If Michael Crichton had lived to write a follow-up to State of Fear, the plotline might well have gone like this: at a top secret, state of the art laboratory in Switzerland, scientists finally discover the true cause of “global warming”. It’s the sun, stupid. More specifically – as the Danish physicist Henrik Svensmark has long postulated – it’s the result of cosmic rays which act as a seed for cloud formation. The scientists working on the project are naturally euphoric: this is a major breakthrough which will not only overturn decades of misguided conjecture on so-called Man Made Global Warming but will spare the global economy trillions of dollars which might otherwise have been squandered on utterly pointless efforts to reduce anthropogenic CO2 emissions. However, these scientists have failed to realise just how many people – alarmist scientists, huckster politicians, rent-seeking landowners like (the late Michael Crichton’s brilliant and, of course, entirely fictional creation) the absurd, pompous Sir Reginald Leeds Bt, green activists, eco-fund managers, EU technocrats, MSM environmental correspondents – stand to gain from the Man Made “Climate Change” industry. Their discovery must be suppressed at all costs. So, one by one, the scientists on the cosmic ray project find themselves being bumped off, until only one man remains and must race against time to prove, etc, etc…
Except of course in the real world the second part wouldn’t happen. No one would need to go to the trouble of bumping off those pesky scientists with their awkward, annoying facts and their proper actual research. That’s because the MSM and the scientific “community” would find it perfectly easy to suppress the story anyway, without recourse to severed brake cables or ricin-impregnated hand-washes or staged “suicides”.
This is exactly what has happened with the latest revelations from CERNover its landmark CLOUD experiment, whose significance Lawrence Solomon explains here:
The science is now all-but-settled on global warming, convincing new evidence demonstrates, but Al Gore, the IPCC and other global warming doomsayers won’t be celebrating. The new findings point to cosmic rays and the sun — not human activities — as the dominant controller of climate on Earth.
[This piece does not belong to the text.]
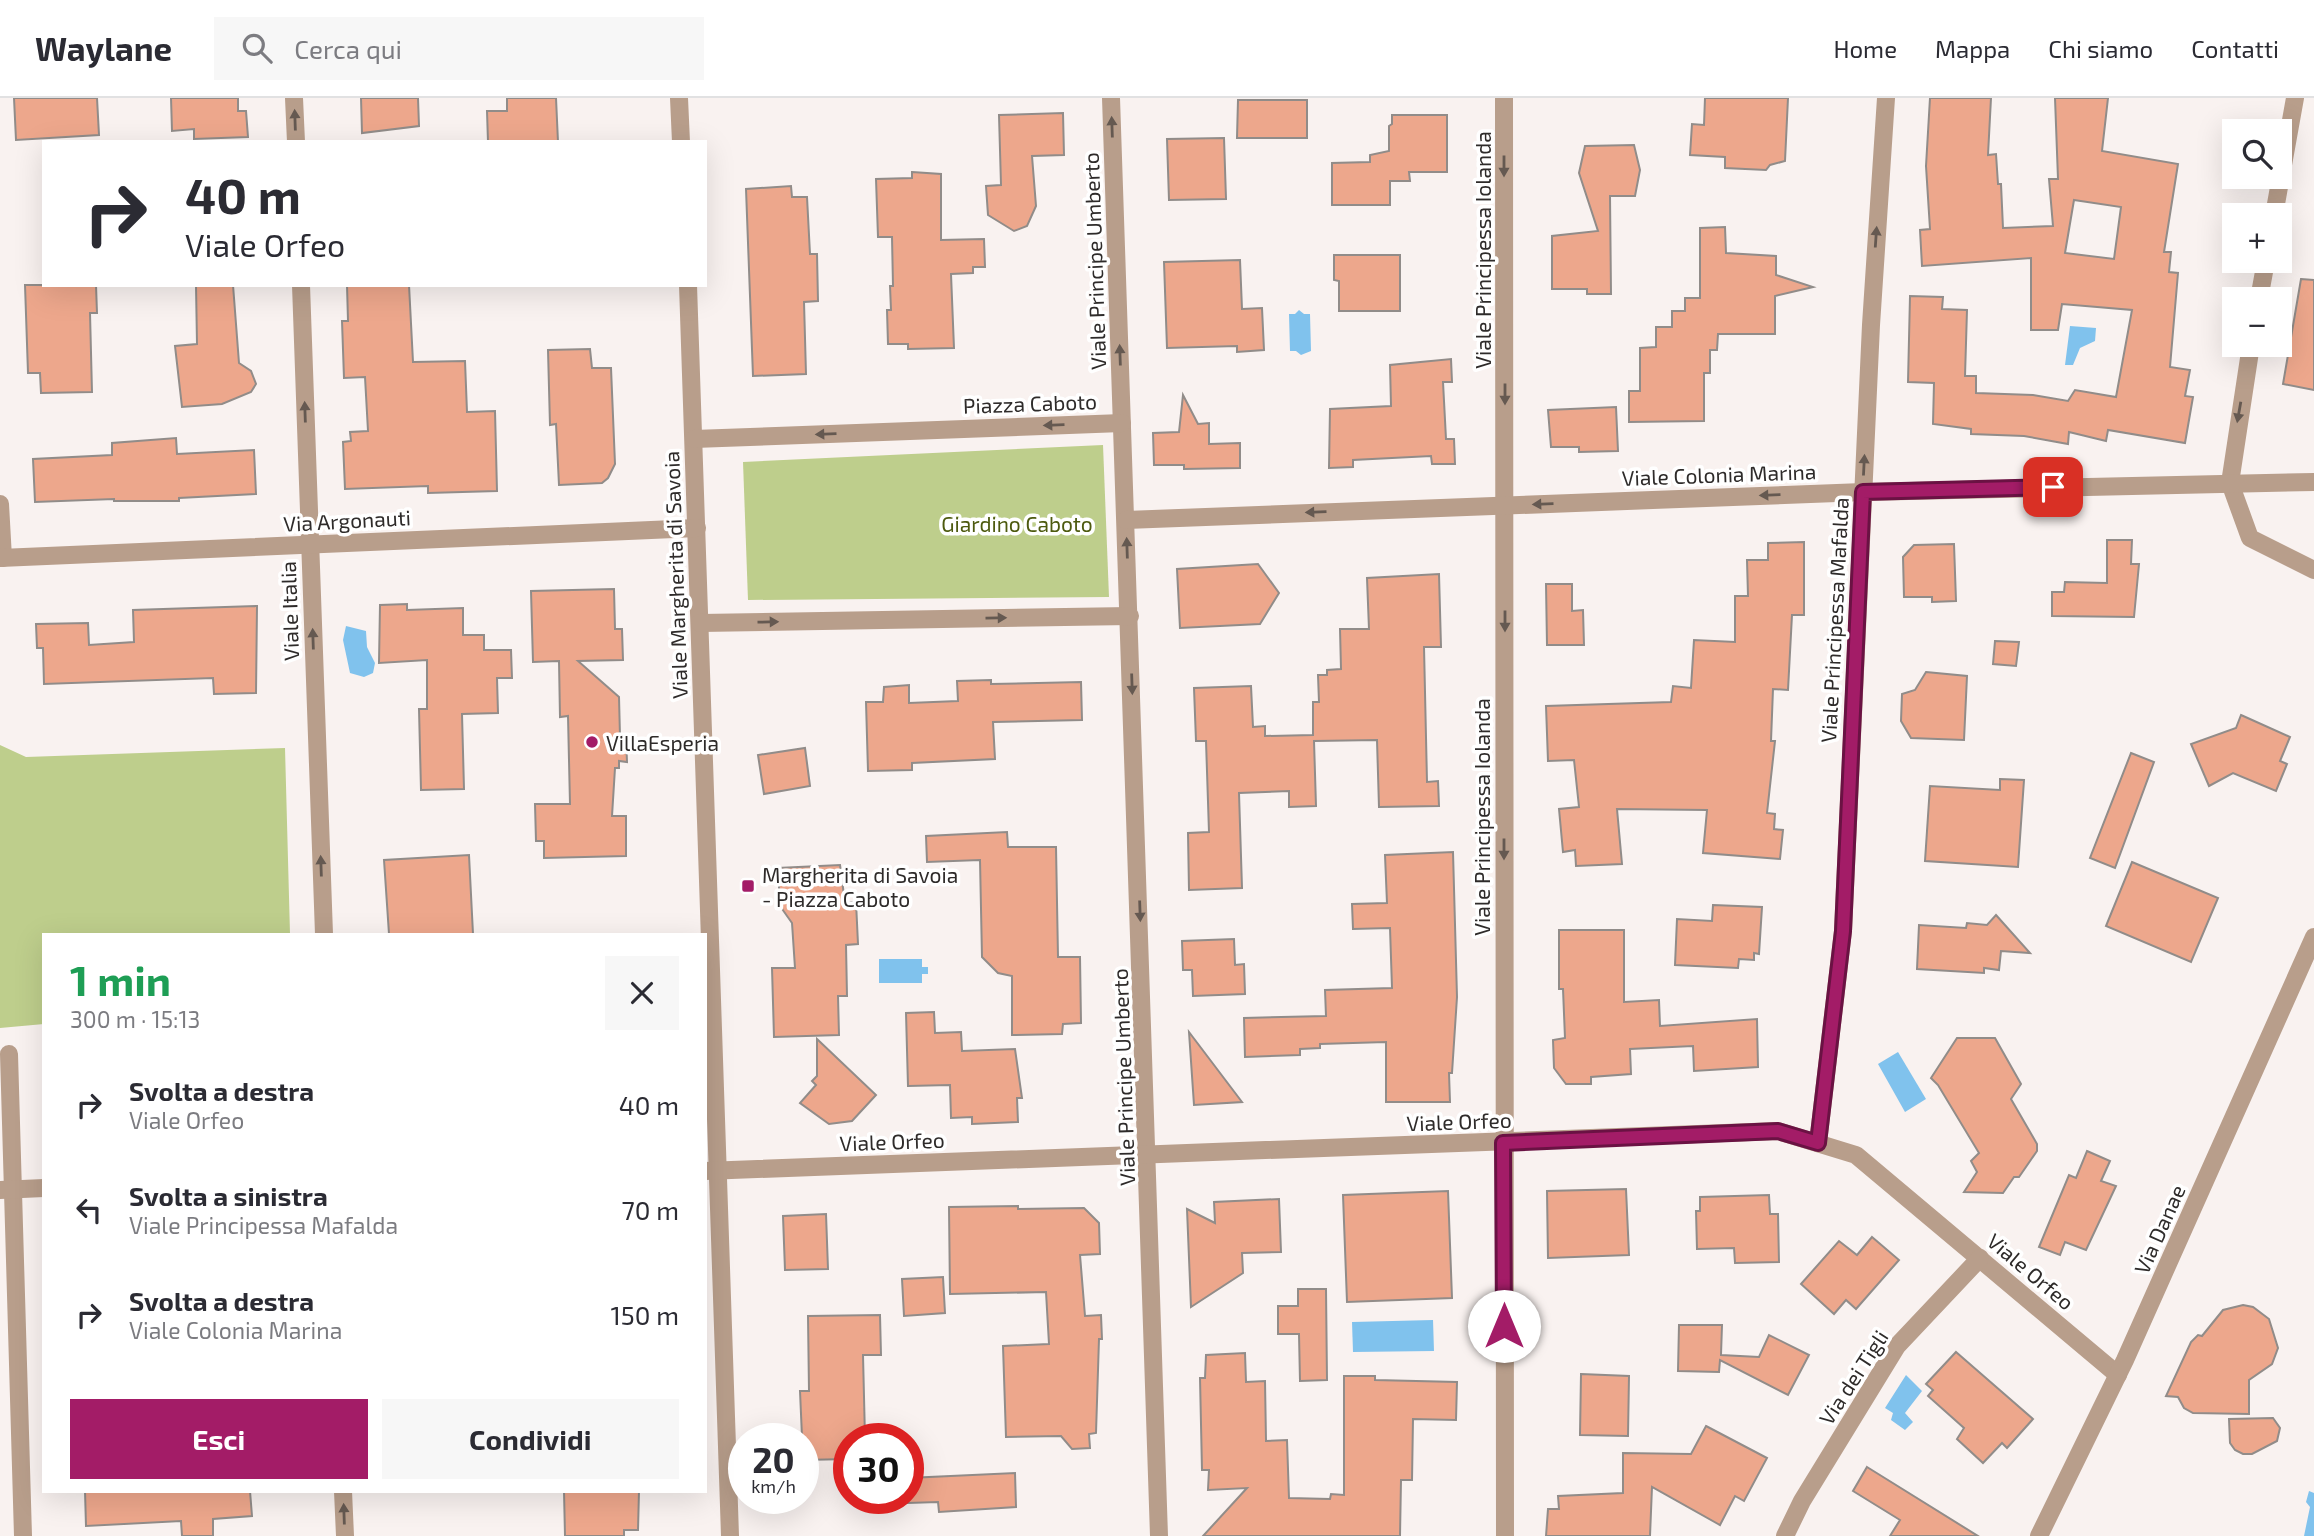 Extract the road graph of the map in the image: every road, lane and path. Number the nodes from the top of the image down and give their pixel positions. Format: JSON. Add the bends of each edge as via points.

The research, published with little fanfare this week in the prestigious journal Nature, comes from über-prestigious CERN, the European Organization for Nuclear Research, one of the world’s largest centres for scientific research involving 60 countries and 8,000 scientists at more than 600 universities and national laboratories. CERN is the organization that invented the World Wide Web, that built the multi-billion dollar Large Hadron Collider, and that has now built a pristinely clean stainless steel chamber that precisely recreated the Earth’s atmosphere.
In this chamber, 63 CERN scientists from 17 European and American institutes have done what global warming doomsayers said could never be done — demonstrate that cosmic rays promote the formation of molecules that in Earth’s atmosphere can grow and seed clouds, the cloudier and thus cooler it will be. Because the sun’s magnetic field controls how many cosmic rays reach Earth’s atmosphere (the stronger the sun’s magnetic field, the more it shields Earth from incoming cosmic rays from space), the sun determines the temperature on Earth.
So if it’s so great, why aren’t we hearing more about it? Well, possibly because the Director General of CERN Rolf-Dieter Heuer would prefer it that way. Here’s how he poured cold water on the results in an interview with Die Welt Online:
I have asked the colleagues to present the results clearly, but not to interpret them. That would go immediately into the highly political arena of the climate change debate. One has to make clear that cosmic radiation is only one of many parameters.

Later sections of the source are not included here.